Buckle up, this is going to be a big one—a fact exacerbated by the debut PC release of some former console exclusives. Take Dragon's Dogma: Dark Arisen. It's a four-year-old Xbox 360/PS3 RPG given a new lease of life on PC. It's heritage didn't stop Leif Johnson awarding it a score of 81%. "It's rough in parts," he wrote, "and numerous other RPGs tell a better story or inspire greater awe. But Dragon's Dogma still feels enjoyably unique four years on and that's something few of its genre cousins can claim." A particular highlight is the pawn system, which lets you create a AI companion who can appear in other player's campaigns. The PCG community recently showed off some of their pawns, and the results were... distinctive, to say the least.
Also arriving from the consoles, albeit in a much more timely fashion, is Lara Croft's latest: Rise of the Tomb Raider. It's a fantastic action romp, and builds nicely on Crystal Dynamics' 2013 reboot. "In many ways, Rise of the Tomb Raider is peak sequel design: an incredibly similar game with a set of expanded and additional systems," wrote, er, me, in my 83% review. "But RotTR is also better because it lets you spend more time engaging with those systems." It's a good port, too, and looks positively sumptuous on PC. That's all well and good, but it doesn't explain where Lara's keeping her infinite supply of glowsticks.

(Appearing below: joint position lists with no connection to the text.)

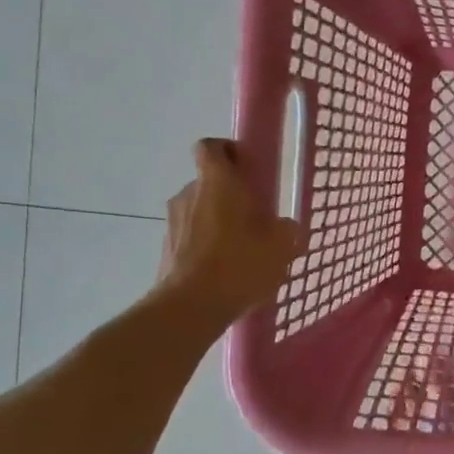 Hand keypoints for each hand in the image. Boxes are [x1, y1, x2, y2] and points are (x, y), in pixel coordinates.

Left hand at [156, 139, 305, 321]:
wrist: (190, 307)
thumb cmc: (239, 264)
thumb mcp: (280, 247)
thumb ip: (287, 231)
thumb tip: (288, 227)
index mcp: (217, 182)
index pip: (211, 147)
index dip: (228, 151)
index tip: (248, 168)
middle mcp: (189, 194)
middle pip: (209, 182)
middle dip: (230, 196)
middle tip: (255, 218)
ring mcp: (173, 222)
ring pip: (200, 212)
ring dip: (219, 223)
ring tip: (242, 251)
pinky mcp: (166, 249)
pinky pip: (191, 238)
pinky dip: (206, 246)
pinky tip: (226, 272) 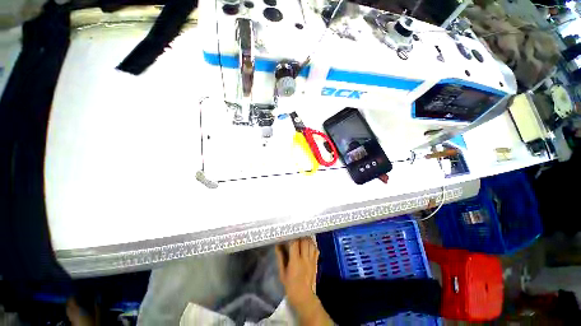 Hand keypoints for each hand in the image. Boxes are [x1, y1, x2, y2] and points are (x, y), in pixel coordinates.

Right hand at [276, 238, 332, 324]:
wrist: (304, 298)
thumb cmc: (290, 286)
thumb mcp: (282, 273)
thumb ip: (280, 258)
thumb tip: (277, 245)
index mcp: (295, 261)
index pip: (294, 244)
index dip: (291, 236)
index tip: (288, 233)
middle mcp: (305, 259)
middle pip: (304, 241)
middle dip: (300, 235)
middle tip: (295, 233)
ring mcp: (312, 260)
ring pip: (311, 244)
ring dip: (306, 238)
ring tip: (302, 236)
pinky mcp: (316, 262)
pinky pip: (316, 249)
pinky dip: (312, 244)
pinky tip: (309, 243) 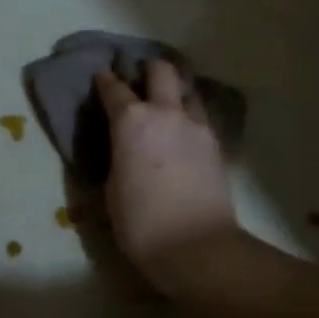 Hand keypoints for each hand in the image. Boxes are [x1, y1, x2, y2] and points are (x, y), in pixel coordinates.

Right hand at [94, 60, 237, 293]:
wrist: (197, 248)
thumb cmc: (141, 223)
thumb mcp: (112, 191)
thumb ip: (115, 159)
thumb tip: (120, 151)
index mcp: (132, 121)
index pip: (114, 88)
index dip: (105, 81)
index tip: (101, 79)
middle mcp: (166, 112)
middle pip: (161, 71)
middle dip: (148, 70)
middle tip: (140, 80)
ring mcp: (197, 126)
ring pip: (188, 91)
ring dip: (175, 92)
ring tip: (166, 107)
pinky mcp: (217, 145)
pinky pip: (201, 118)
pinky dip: (190, 118)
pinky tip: (184, 134) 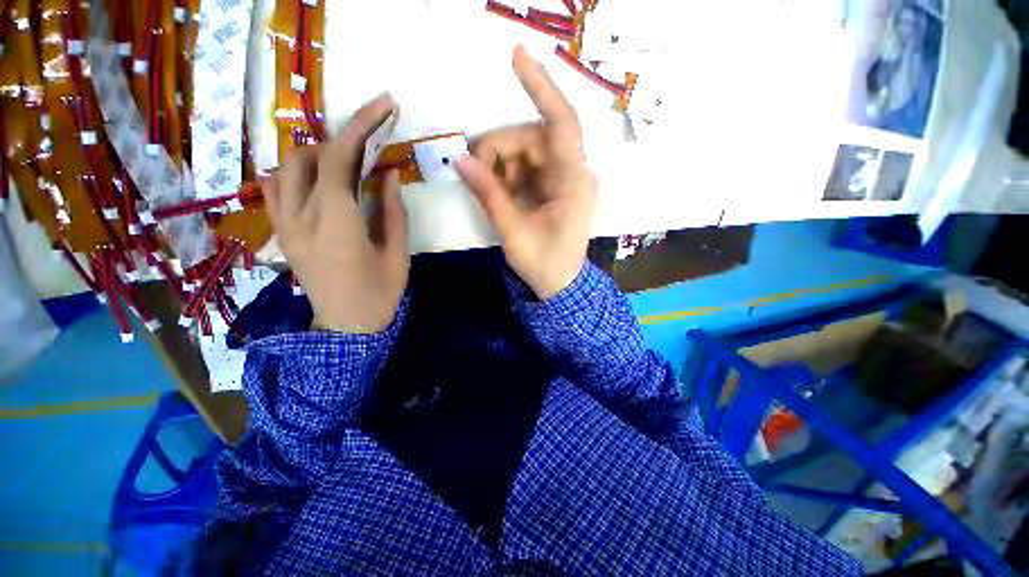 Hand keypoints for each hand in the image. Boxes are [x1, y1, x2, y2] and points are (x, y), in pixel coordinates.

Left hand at [264, 95, 408, 333]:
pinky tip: (317, 179)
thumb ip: (393, 211)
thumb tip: (389, 173)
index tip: (382, 105)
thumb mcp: (397, 254)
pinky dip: (295, 172)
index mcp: (337, 224)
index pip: (339, 159)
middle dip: (343, 136)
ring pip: (286, 167)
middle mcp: (302, 218)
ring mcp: (285, 225)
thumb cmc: (379, 294)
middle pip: (310, 156)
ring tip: (345, 161)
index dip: (360, 125)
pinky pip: (275, 189)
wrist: (346, 328)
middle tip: (371, 140)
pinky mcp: (281, 233)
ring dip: (316, 153)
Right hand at [456, 45, 597, 299]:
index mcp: (573, 183)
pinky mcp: (554, 186)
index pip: (562, 124)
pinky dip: (508, 174)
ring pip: (527, 150)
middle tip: (474, 170)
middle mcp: (574, 173)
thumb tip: (460, 160)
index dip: (541, 88)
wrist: (560, 286)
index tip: (516, 56)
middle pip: (533, 137)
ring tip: (489, 189)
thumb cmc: (543, 264)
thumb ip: (490, 195)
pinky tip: (500, 191)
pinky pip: (527, 166)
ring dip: (501, 163)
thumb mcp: (514, 233)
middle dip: (499, 148)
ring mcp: (564, 179) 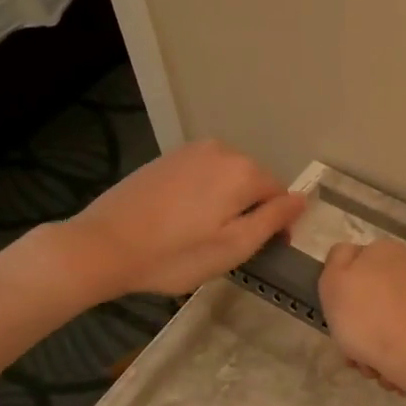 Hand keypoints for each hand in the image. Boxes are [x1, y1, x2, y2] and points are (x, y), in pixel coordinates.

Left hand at [39, 140, 306, 301]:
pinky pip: (202, 175)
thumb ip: (273, 219)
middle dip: (251, 210)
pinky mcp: (166, 158)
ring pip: (227, 178)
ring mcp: (190, 151)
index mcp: (243, 171)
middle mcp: (221, 150)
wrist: (103, 246)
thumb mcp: (234, 246)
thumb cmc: (176, 255)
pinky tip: (183, 220)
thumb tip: (302, 198)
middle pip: (254, 182)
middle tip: (229, 247)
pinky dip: (203, 195)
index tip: (262, 251)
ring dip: (227, 203)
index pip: (280, 194)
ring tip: (205, 235)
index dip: (277, 225)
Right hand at [319, 239, 405, 405]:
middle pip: (380, 303)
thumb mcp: (334, 285)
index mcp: (385, 252)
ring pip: (402, 322)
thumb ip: (337, 263)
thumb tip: (349, 257)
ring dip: (389, 349)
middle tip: (363, 361)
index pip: (355, 272)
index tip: (342, 331)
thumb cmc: (374, 324)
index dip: (343, 303)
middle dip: (368, 333)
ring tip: (387, 375)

Our highest score of the month was awarded to the surprisingly superb Pony Island. Weird and inventive, it's a game that's filled with tricks – drawing you into its fiction through some devious vignettes. "Not only does in succeed in having meaning and a point to make," enthused Angus, shortly before slapping on a 91% badge, "but it remembers to be a decent game while it’s at it—a game, no less, that left me doubting my own grip on reality." If you've dismissed this, it really is worth taking a look. Although, I do have one question: can you still be a pony when you're clearly a unicorn?
It's always exciting when a good new RTS rears its head. It's just a shame it doesn't happen very often. Luckily, this month we got Homeworld: Deserts of Kharak. While some might view a planetary Homeworld as sacrilege, Rob Zacny was impressed—as evidenced by his 90% review. "In spite of all the ways this could have gone horribly wrong," Rob wrote, "Deserts of Kharak succeeds on almost every count. It's not only a terrific RTS that sets itself apart from the rest of the genre's recent games, but it's also an excellent Homeworld game that reinvents the series while also recapturing its magic." High praise, indeed.

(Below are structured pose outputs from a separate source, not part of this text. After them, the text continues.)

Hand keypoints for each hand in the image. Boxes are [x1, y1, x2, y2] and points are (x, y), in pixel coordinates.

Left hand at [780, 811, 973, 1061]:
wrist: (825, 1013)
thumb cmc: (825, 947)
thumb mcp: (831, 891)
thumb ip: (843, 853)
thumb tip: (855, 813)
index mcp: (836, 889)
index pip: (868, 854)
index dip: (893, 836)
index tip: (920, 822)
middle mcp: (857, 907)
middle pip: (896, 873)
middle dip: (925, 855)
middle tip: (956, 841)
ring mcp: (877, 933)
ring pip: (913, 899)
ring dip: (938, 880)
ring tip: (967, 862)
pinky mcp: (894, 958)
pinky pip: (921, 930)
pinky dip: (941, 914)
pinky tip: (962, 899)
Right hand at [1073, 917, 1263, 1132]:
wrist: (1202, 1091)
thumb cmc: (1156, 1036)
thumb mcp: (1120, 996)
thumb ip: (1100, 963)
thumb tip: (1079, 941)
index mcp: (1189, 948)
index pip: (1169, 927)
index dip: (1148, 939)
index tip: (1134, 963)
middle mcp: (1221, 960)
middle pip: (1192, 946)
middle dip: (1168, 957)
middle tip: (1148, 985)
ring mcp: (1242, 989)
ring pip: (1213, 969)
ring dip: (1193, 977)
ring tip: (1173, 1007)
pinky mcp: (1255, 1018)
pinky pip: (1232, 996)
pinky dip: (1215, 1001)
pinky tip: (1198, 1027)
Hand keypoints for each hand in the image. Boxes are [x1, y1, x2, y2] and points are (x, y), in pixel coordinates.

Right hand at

"That's all well and good, Phil," you might be thinking, "but what about me, a person who loves naught but meandering philosophy and mazes?" I'm not sure I like your attitude, fictional human, but I'll still point you towards The Witness. Edwin gave it 89%, and matched that number to numerous sentences, including: "Though not without its flaws, Jonathan Blow's The Witness is one of the finest teachers I've studied under;" and "it's one of the toughest games I've played in years."
If 600+ maze puzzles isn't your thing—and frankly, I'm not sure I'd blame you—consider the Oxenfree, which has exactly zero mazes in it. It's a eerie, atmospheric adventure game about a group of teens dealing with [MYSTERIOUS EVENT] on an island. "If you like smart, well-written adventure games with rich characters, well-realised settings, and beautiful art direction, it’s worth playing," enthused Andy, awarding it 83%. I played this in one sitting last week, and it's one of my favourite of this month's many games. Top soundtrack, too.

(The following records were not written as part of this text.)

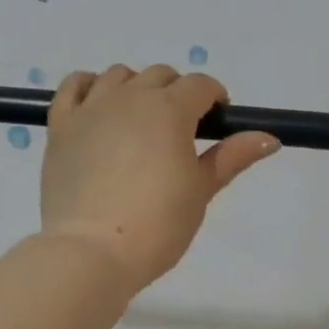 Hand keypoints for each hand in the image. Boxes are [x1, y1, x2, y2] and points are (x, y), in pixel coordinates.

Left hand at [39, 64, 279, 292]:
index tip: (217, 123)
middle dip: (177, 94)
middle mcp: (130, 97)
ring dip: (136, 89)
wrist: (93, 251)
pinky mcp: (60, 126)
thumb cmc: (157, 226)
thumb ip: (231, 158)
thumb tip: (268, 138)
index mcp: (170, 110)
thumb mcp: (200, 192)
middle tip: (181, 133)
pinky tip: (98, 106)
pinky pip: (73, 87)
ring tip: (141, 124)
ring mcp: (91, 108)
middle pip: (160, 76)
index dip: (214, 99)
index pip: (200, 86)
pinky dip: (89, 87)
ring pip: (118, 76) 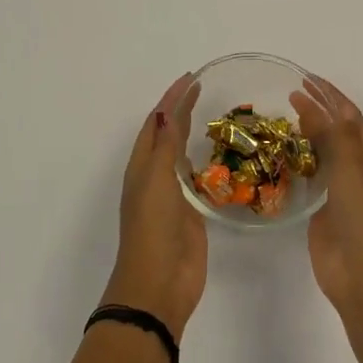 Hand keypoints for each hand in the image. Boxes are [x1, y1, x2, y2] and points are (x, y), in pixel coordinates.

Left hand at [101, 73, 206, 340]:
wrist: (159, 285)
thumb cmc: (153, 229)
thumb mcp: (156, 182)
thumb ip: (165, 148)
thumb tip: (169, 112)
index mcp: (142, 166)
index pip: (157, 122)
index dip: (171, 99)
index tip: (192, 78)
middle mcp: (155, 176)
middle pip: (168, 135)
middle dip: (181, 111)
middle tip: (204, 89)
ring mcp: (173, 196)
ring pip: (182, 156)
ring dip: (193, 134)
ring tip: (215, 115)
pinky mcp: (192, 214)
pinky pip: (199, 180)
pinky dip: (207, 163)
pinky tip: (221, 156)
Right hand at [290, 75, 362, 314]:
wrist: (361, 271)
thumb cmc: (361, 213)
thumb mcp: (348, 165)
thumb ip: (329, 133)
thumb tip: (308, 104)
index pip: (350, 116)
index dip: (331, 95)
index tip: (307, 78)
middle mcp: (356, 171)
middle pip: (337, 132)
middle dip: (318, 110)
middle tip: (290, 94)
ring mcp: (339, 192)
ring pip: (322, 155)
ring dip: (306, 135)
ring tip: (283, 120)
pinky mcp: (321, 211)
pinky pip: (309, 179)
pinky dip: (297, 163)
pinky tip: (281, 158)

Lastly, but not leastly, Ian Birnbaum forced people to journey ever deeper into a series of crypts—prompting them to lose their minds. But enough about how he spends his weekends. He also reviewed Darkest Dungeon, granting it a stellar score of 88%. "Dungeon diving and tomb raiding have been staples of PC gaming for decades, but Darkest Dungeon is the first time I felt how awful this quest must be for the people involved." I think that's a recommendation.